ROS CARDINAL: The key takeaways would be these:
Change is a normal part of life, and our emotional reactions to change are normal too. Whenever I run my program that the book is based on, one of the most common pieces of feedback I get from participants is the relief of knowing that how they feel is normal and expected. They are also pleasantly surprised to find that most people in the room feel the same emotions, anger, grief, disappointment, excitement, and so on. The feeling of not being the only one is a great help.
Resilience is something you can build. Some people are naturally more resilient, but we can all exercise our resilience muscles and get better at it. Having a sense of purpose, having a good social support network, having a growth mindset, and learning from experiences, are things we can all do.

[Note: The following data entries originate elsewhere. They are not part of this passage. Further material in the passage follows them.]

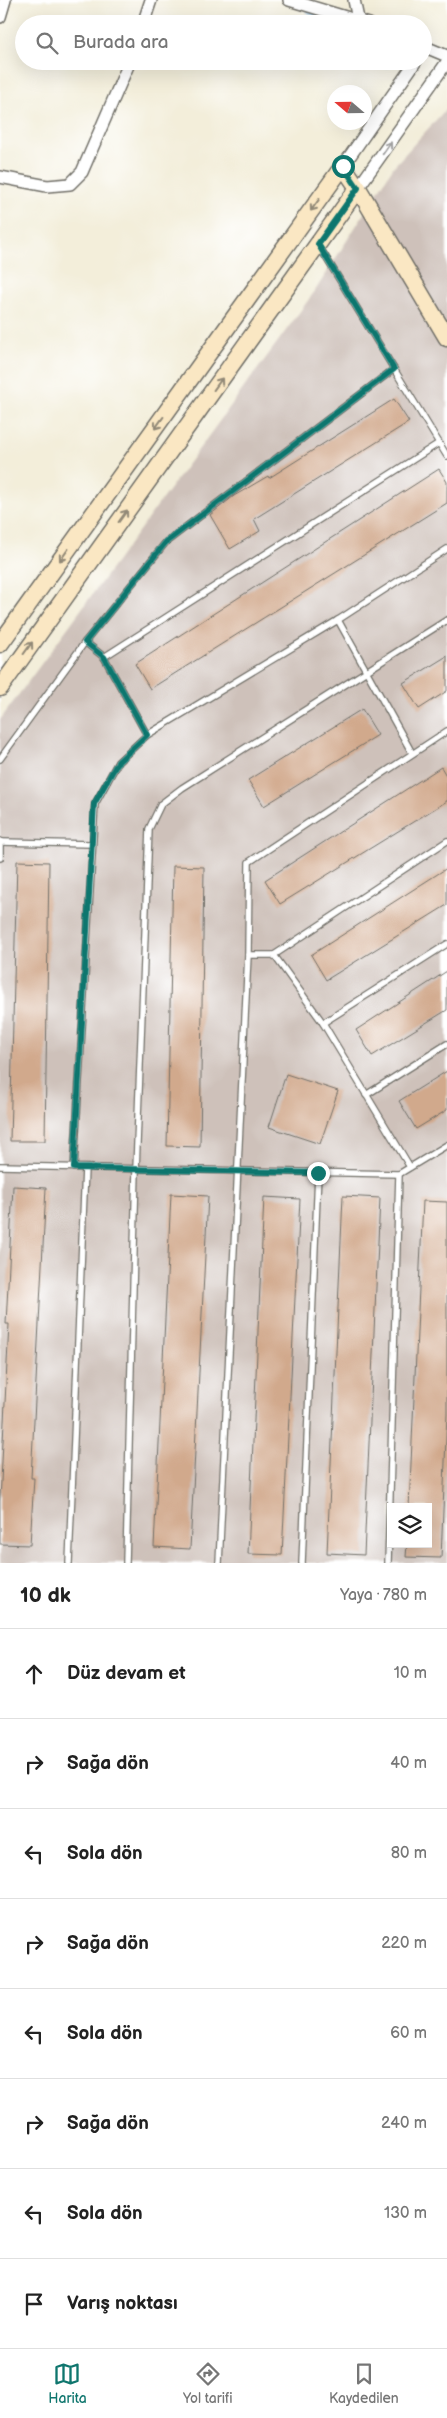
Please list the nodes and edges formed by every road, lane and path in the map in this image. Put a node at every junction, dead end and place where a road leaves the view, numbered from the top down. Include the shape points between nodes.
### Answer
1 (5, 0) edge
2 (151, 0) edge
3 (289, 0) edge
4 (354, 0) edge
5 (146, 15) edge
6 (340, 15) edge
7 (361, 15) edge
8 (0, 17) edge
9 (432, 51) edge
10 (447, 56) edge
11 (447, 62) edge
12 (126, 70) edge
13 (410, 70) edge
14 (343, 166) junction
15 (0, 176) edge
16 (358, 188) junction
17 (318, 244) junction
18 (447, 338) edge
19 (394, 369) junction
20 (439, 443) junction
21 (447, 456) edge
22 (447, 549) edge
23 (338, 620) junction
24 (447, 620) edge
25 (85, 642) junction
26 (0, 644) edge
27 (104, 657) junction
28 (367, 671) junction
29 (0, 688) edge
30 (447, 732) edge
31 (147, 735) junction
32 (412, 753) junction
33 (0, 759) edge
34 (447, 841) edge
35 (0, 842) edge
36 (91, 844) junction
37 (0, 858) edge
38 (447, 944) edge
39 (248, 955) junction
40 (274, 955) junction
41 (323, 1023) junction
42 (447, 1044) edge
43 (366, 1095) junction
44 (447, 1145) edge
45 (0, 1166) edge
46 (410, 1167) junction
47 (74, 1168) junction
48 (85, 1168) junction
49 (136, 1170) junction
50 (238, 1172) junction
51 (318, 1173) junction
52 (400, 1174) junction
53 (69, 1563) edge
54 (126, 1563) edge
55 (219, 1563) edge
56 (302, 1563) edge
57 (388, 1563) edge

1 - 8 street
2 - 5 street
3 - 6 street
4 - 7 street
9 - 10 street
16 -> 11 street
12 - 15 street via 82,172 70,184 47,186
13 - 14 street
14 - 16 street
14 -> 26 street
16 - 17 street
16 - 18 street
17 - 19 lane
29 -> 17 street
19 - 20 lane
19 - 25 lane via 166,542
20 - 21 lane
20 - 27 lane
22 - 23 lane
23 - 28 lane
23 - 31 lane
24 - 28 lane
25 - 27 lane
25 - 33 lane
27 - 31 lane
28 - 32 lane
28 - 49 lane via 182,788 161,804 149,829
30 - 32 lane
31 - 36 lane via 118,762 94,804
32 - 39 lane via 249,862
34 - 40 lane
35 - 36 lane
35 - 37 lane
36 - 47 lane
38 - 41 lane
39 - 40 lane
39 - 50 lane
40 - 41 lane
41 - 43 lane
42 - 43 lane
43 - 46 lane
44 - 46 lane
45 - 47 lane
46 - 52 lane
47 - 48 lane
48 - 49 lane
48 - 53 lane
49 - 50 lane
49 - 54 lane
50 - 51 lane
50 - 55 lane
51 - 52 lane
51 - 56 lane
52 - 57 lane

If you are a leader in the workplace, leading change is hard. Planning for change, thinking about how people will respond, creating a vision for the change, and supporting people through it are things that you need to do in addition to your normal day job. Where it goes wrong is when leaders ignore those things because they are too busy doing the day job. Sometimes leaders disappear during change, because they are struggling too, or they are worried that people will ask questions they can't answer, or people might be angry or upset and they don’t know how to handle it. It is better to be visible and imperfect than invisible.
QUESTION: If you could have dinner with three leaders from history or the modern era, who would you choose and why?
ROS CARDINAL: My three would be Richard Branson, Arianna Huffington, and Winston Churchill.
Richard Branson: I'd love to talk business with him. He's got such an interesting story and has disrupted industries. He's had a lot of failures as well, so he's a great role model for resilience.
Arianna Huffington: I've seen her speak at a conference and really admire how she completely changed her life after a health scare. Selling the Huffington Post, starting Thrive Global, and resetting everything, is such an inspiration.
Winston Churchill: My grandfather worked with him, and he was very funny and entertaining. He also had some epic inspirational speeches, and I'd really like to understand what it was like to lead a country at war.
My gratitude and appreciation to Ros for sharing her inspiring perspective about leadership, corporate culture, and the employee experience.